(Records from a data collection)
[Start of Attachment]

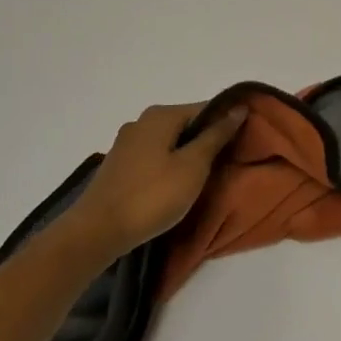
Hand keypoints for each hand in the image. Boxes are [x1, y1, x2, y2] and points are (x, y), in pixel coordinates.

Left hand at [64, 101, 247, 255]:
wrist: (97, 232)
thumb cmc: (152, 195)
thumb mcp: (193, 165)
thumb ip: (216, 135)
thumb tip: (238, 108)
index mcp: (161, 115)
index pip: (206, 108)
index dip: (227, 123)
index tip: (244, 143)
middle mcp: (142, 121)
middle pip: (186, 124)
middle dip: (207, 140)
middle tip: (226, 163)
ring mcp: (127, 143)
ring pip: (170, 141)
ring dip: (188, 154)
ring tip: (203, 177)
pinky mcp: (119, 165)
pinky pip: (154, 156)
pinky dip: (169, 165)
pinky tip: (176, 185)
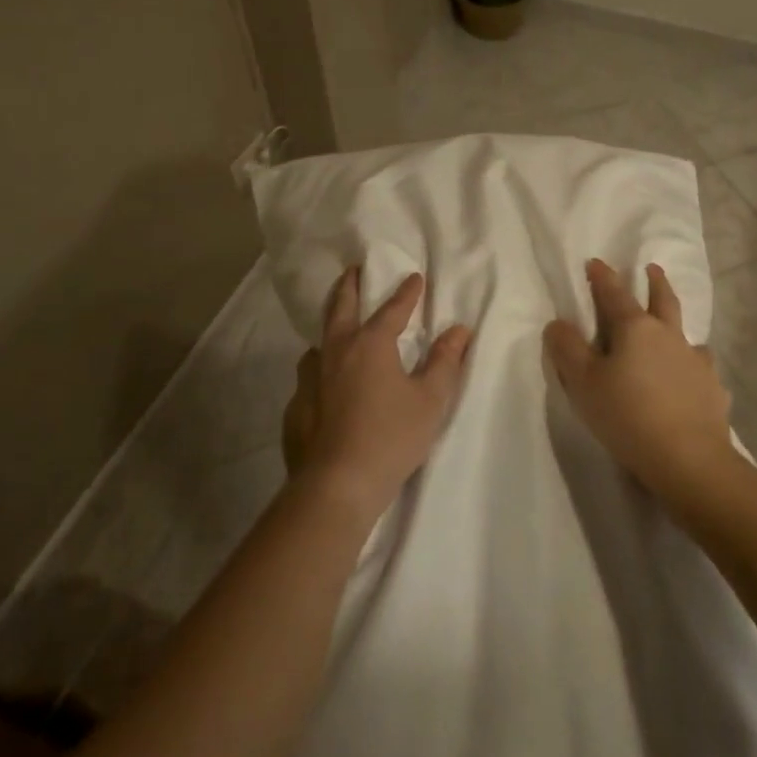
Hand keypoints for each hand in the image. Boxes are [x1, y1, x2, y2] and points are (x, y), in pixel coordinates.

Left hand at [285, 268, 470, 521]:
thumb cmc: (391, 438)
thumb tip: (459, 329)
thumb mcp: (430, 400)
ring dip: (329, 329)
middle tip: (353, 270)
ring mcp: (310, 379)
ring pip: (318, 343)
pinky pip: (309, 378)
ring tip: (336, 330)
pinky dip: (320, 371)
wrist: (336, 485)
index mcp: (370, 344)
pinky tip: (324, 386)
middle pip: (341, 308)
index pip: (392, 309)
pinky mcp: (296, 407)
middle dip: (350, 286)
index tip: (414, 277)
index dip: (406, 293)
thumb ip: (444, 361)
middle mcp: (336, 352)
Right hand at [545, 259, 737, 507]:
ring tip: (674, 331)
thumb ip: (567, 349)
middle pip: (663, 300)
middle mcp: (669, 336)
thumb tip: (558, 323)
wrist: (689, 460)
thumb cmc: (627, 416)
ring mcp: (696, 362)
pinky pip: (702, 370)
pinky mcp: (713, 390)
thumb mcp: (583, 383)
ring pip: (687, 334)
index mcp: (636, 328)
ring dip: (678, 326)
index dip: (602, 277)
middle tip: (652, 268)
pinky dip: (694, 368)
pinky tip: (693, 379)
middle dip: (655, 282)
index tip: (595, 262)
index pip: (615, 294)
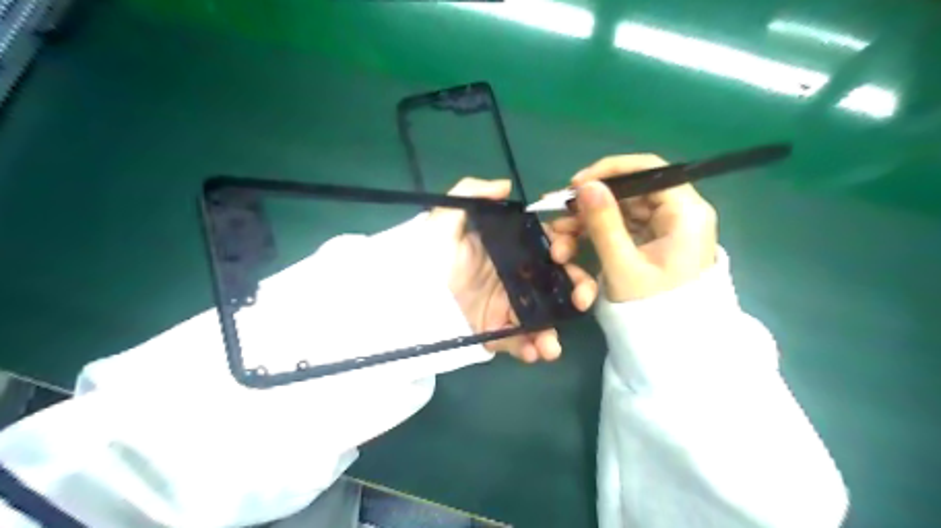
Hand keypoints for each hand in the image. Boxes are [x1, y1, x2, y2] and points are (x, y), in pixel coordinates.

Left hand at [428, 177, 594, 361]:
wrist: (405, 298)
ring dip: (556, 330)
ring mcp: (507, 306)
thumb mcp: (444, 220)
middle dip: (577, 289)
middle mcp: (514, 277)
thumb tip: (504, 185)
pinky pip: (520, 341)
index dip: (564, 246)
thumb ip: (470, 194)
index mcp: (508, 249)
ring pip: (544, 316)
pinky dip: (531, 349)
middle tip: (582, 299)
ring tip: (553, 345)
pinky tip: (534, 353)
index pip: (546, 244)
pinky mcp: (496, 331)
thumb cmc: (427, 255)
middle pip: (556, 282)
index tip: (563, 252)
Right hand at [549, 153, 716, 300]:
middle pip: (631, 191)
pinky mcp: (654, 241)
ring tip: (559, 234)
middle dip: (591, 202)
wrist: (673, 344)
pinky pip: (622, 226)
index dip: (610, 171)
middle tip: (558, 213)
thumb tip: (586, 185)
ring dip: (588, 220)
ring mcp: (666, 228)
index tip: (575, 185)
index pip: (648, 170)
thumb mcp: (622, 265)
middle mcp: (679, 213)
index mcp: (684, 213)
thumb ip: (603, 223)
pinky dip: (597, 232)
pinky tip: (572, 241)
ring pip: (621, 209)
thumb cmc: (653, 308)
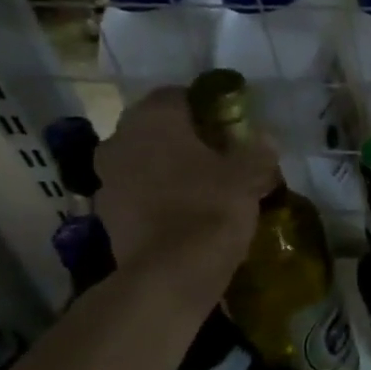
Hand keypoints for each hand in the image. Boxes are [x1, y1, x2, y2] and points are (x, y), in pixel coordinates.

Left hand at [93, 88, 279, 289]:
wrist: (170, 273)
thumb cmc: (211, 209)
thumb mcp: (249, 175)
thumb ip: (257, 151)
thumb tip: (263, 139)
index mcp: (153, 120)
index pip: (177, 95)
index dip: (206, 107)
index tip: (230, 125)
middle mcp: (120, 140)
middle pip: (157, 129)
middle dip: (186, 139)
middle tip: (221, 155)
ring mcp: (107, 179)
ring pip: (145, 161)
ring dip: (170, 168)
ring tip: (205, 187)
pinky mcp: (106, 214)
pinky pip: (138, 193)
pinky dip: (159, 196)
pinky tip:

[End of Attachment]

## Exercise goal
Please give back exactly the lines from the first line of the records above through the line containing "ring pip: (170, 141)", only those and both included, with the pictures removed.

## Reply to the task
Hand keypoints for each hand in the image. Boxes are [x1, y1, x2, y2] and points are (x, y), in pixel coordinates.

Left hand at [64, 101, 247, 255]:
wrist: (97, 232)
thumb cmc: (152, 195)
thumb mcp: (193, 165)
thumb ip: (216, 135)
thumb tip: (238, 108)
index mcp: (161, 115)
index pip: (206, 108)
index dip: (227, 123)
index tip: (244, 143)
middle mcp: (142, 121)
middle pip: (186, 124)
middle dip: (207, 140)
middle tip: (226, 163)
ring mcp: (127, 143)
ring pip: (170, 141)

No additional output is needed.